Maa-shaa’ Allah, i’ve been without an internet connection for nearly ten weeks. It’s been, praise Allah, a good ten weeks. As is usually the case when the internet goes down, I get a lot more book reading done. Also, this spring, I didn’t spend a lot of spend much time (or burn much gas) chasing my seasonal piscine quarry down at Arkabutla. The weather has been great, and I’ve been able to let many splendid (and that is the right word, “splendid”) days seep into my psyche out here on the Porch and “on the concrete” (more on that later, God-willing).
Cycles, cycles–life runs in cycles/New is old–no I’m not no psycho….
In conversations I’ve had with people over the past couple of months, one of the themes that kept coming up is how things run full circle.
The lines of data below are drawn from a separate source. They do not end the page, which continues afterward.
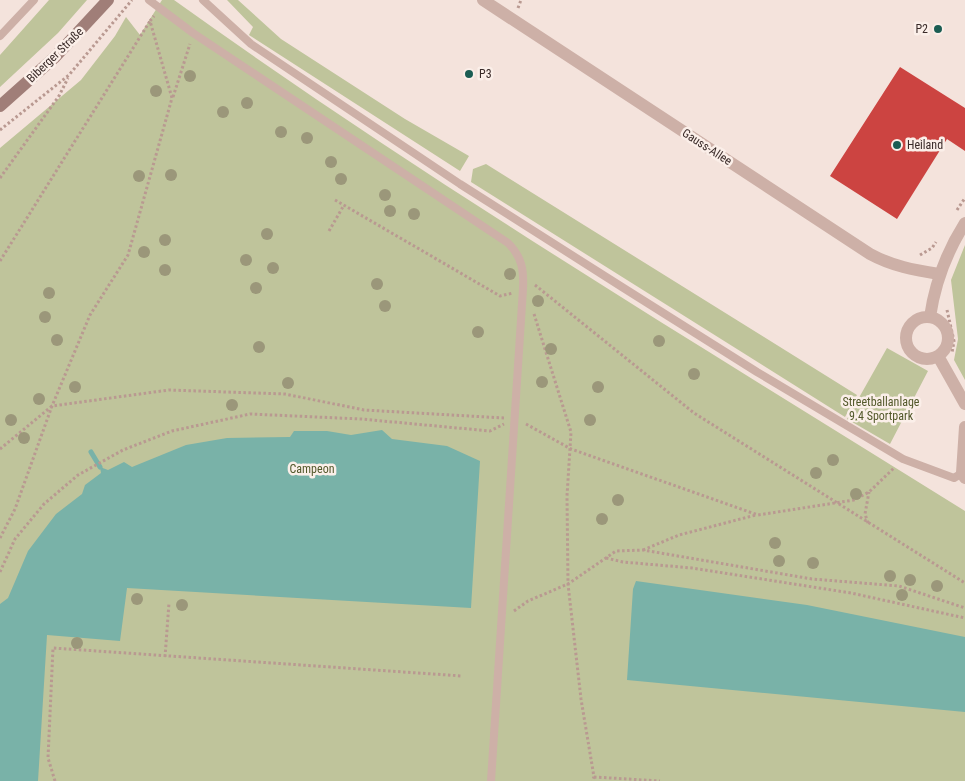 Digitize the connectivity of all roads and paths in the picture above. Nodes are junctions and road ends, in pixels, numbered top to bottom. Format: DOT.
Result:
graph roads {
  1 [pos="34,0"];
  2 [pos="108,0"];
  3 [pos="132,0"];
  4 [pos="149,0"];
  5 [pos="203,0"];
  6 [pos="482,0"];
  7 [pos="159,7"];
  8 [pos="150,21"];
  9 [pos="193,33"];
  10 [pos="0,36"];
  11 [pos="69,75"];
  12 [pos="172,98"];
  13 [pos="0,106"];
  14 [pos="0,130"];
  15 [pos="0,178"];
  16 [pos="335,200"];
  17 [pos="344,205"];
  18 [pos="965,224"];
  19 [pos="329,231"];
  20 [pos="0,261"];
  21 [pos="939,274"];
  22 [pos="524,276"];
  23 [pos="523,290"];
  24 [pos="946,302"];
  25 [pos="930,317"];
  26 [pos="938,356"];
  27 [pos="951,361"];
  28 [pos="965,404"];
  29 [pos="52,406"];
  30 [pos="516,418"];
  31 [pos="965,426"];
  32 [pos="0,449"];
  33 [pos="571,449"];
  34 [pos="903,459"];
  35 [pos="964,476"];
  36 [pos="869,492"];
  37 [pos="837,504"];
  38 [pos="758,514"];
  39 [pos="868,523"];
  40 [pos="0,538"];
  41 [pos="642,550"];
  42 [pos="606,558"];
  43 [pos="0,572"];
  44 [pos="965,583"];
  45 [pos="568,584"];
  46 [pos="169,603"];
  47 [pos="965,608"];
  48 [pos="503,618"];
  49 [pos="965,618"];
  50 [pos="165,657"];
  51 [pos="462,676"];
  52 [pos="593,779"];
  53 [pos="55,781"];
  54 [pos="491,781"];
  55 [pos="660,781"];
  1 -- 10 [label="lane"];
  2 -- 13 [label="main road, Biberger Straße"];
  3 -- 11 [label="path"];
  4 -- 7 [label="lane"];
  5 -- 34 [label="lane"];
  6 -- 21 [label="street, Gauss-Allee"];
  7 -- 8 [label="path"];
  7 -- 9 [label="lane"];
  8 -- 12 [label="path"];
  8 -- 20 [label="path"];
  9 -- 12 [label="path"];
  9 -- 22 [label="lane"];
  11 -- 14 [label="path"];
  11 -- 15 [label="path"];
  12 -- 29 [label="path"];
  16 -- 17 [label="path"];
  17 -- 19 [label="path"];
  17 -- 23 [label="path"];
  18 -- 21 [label="street"];
  21 -- 25 [label="street"];
  22 -- 23 [label="lane"];
  22 -- 37 [label="path"];
  23 -- 30 [label="lane"];
  23 -- 33 [label="path"];
  24 -- 27 [label="path"];
  25 -- 26 [label="street"];
  25 -- 26 [label="street"];
  26 -- 28 [label="street"];
  29 -- 30 [label="path"];
  29 -- 32 [label="path"];
  29 -- 40 [label="path"];
  30 -- 33 [label="path"];
  30 -- 43 [label="path"];
  30 -- 48 [label="lane"];
  31 -- 35 [label="street"];
  33 -- 38 [label="path"];
  33 -- 45 [label="path"];
  34 -- 35 [label="lane"];
  34 -- 36 [label="path"];
  36 -- 37 [label="path"];
  36 -- 39 [label="path"];
  37 -- 38 [label="path"];
  37 -- 39 [label="path"];
  38 -- 41 [label="path"];
  39 -- 44 [label="path"];
  41 -- 42 [label="path"];
  41 -- 47 [label="path"];
  42 -- 45 [label="path"];
  42 -- 49 [label="path"];
  45 -- 48 [label="path"];
  45 -- 52 [label="path"];
  46 -- 50 [label="path"];
  48 -- 54 [label="lane"];
  50 -- 51 [label="path"];
  50 -- 53 [label="path"];
  52 -- 55 [label="path"];
}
Because of the work I am doing on my other blog (http://inthisjournal.wordpress.com/) I’ve been thinking a lot about my time in college and how it has influenced me. Many of the interests i had back when i was living in Amherst, namely, writing, being of outdoors, discipline, “metaphysics”, time management and organization, establishing that ideal Routine, and alternative health have returned to a central place in my thinking. That’s a good thing.
It is evident that we live in a world that is rapidly changing and our approach to life is going to have to be more flexible, while at the same time, for the Muslim, not compromising in his (or her) obedience to the One Who is the Creator and Owner of everything. Many of the old modes of thinking—many of the narrow or negative modes of thinking—simply are not going to cut it. People are going to have to stretch their scopes to keep up with these changes.
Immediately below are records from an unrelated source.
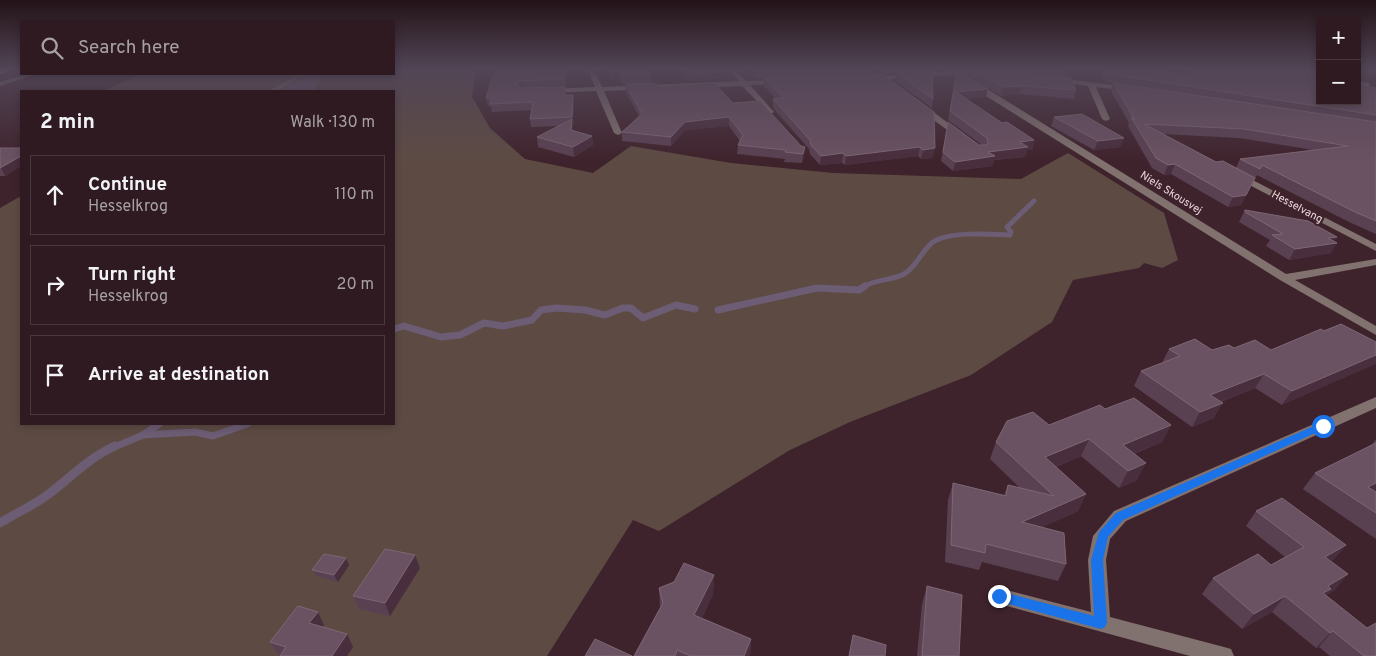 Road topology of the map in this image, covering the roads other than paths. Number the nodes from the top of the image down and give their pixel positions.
1 (604, 101) edge
2 (759, 101) edge
3 (914, 101) edge
4 (1000, 101) edge
5 (1098, 101) edge
6 (774, 118) edge
7 (1106, 119) dead end
8 (618, 133) dead end
9 (966, 140) edge
10 (1226, 170) edge
11 (1376, 248) edge
12 (1376, 262) edge
13 (1284, 278) junction
14 (1376, 331) edge
15 (1376, 402) edge
16 (999, 596) dead end
17 (1101, 623) junction
18 (1224, 656) edge

1 - 8 street
2 - 6 street
3 - 9 street
4 - 13 street, Niels Skousvej
5 - 7 street
10 - 11 street, Hesselvang
12 - 13 street
13 - 14 street, Niels Skousvej
15 - 17 street
16 - 17 street
17 - 18 street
With that said, i wanted to talk some about alternative health. Aside from the exorbitant cost and unsustainable nature of the health care system, folks are going to have to take more responsibility for their health (bi-idhnillah). For one, we are going to need to operate on a more efficient cognitive level, and our diets can play a central role in this development.
Given the changes in the economy—no, let’s say the culture—because of the inundation of information—folks are going to need to reconfigure the platform upon which they process all this information. This was brought to mind while recently reading a book on Traditional Chinese Medicine (TCM). The author devotes a section on “The New Medicine” and nootropic herbs (http://www.merriam-webster.com/dictionary/nootropic). Upon reading it, it made me realize that there are folks out there who are operating on a completely different cognitive level.
Folks who are subsisting on the SAD (Standard American Diet) are not going to have the same advantages afforded to them as the thousands (if not millions) of Americans who are having their cognitive abilities enhanced by herbs and supplement. Furthermore, the SAD fills the gut with empty (and fattening) calories that cloud the mind, make one feel exhausted, drained, and often cause immediate and long term health drawbacks. It is ascribed to Hippocrates (he is considered to be the “father of Western medicine”): “Let your food be your medicine.” We should take heed. There are many foods available that can enhance—not diminish—our well-being. And it would serve us well to learn about adopting more holistic and natural diets. God-willing, we will have more energy, greater mental clarity, better self-esteem, and healthier bodies that can make us more efficient and effective people—and more obedient to the Lord of creation.
A lot more can be said on this topic. In-shaa’ Allah, we will continue with this tomorrow.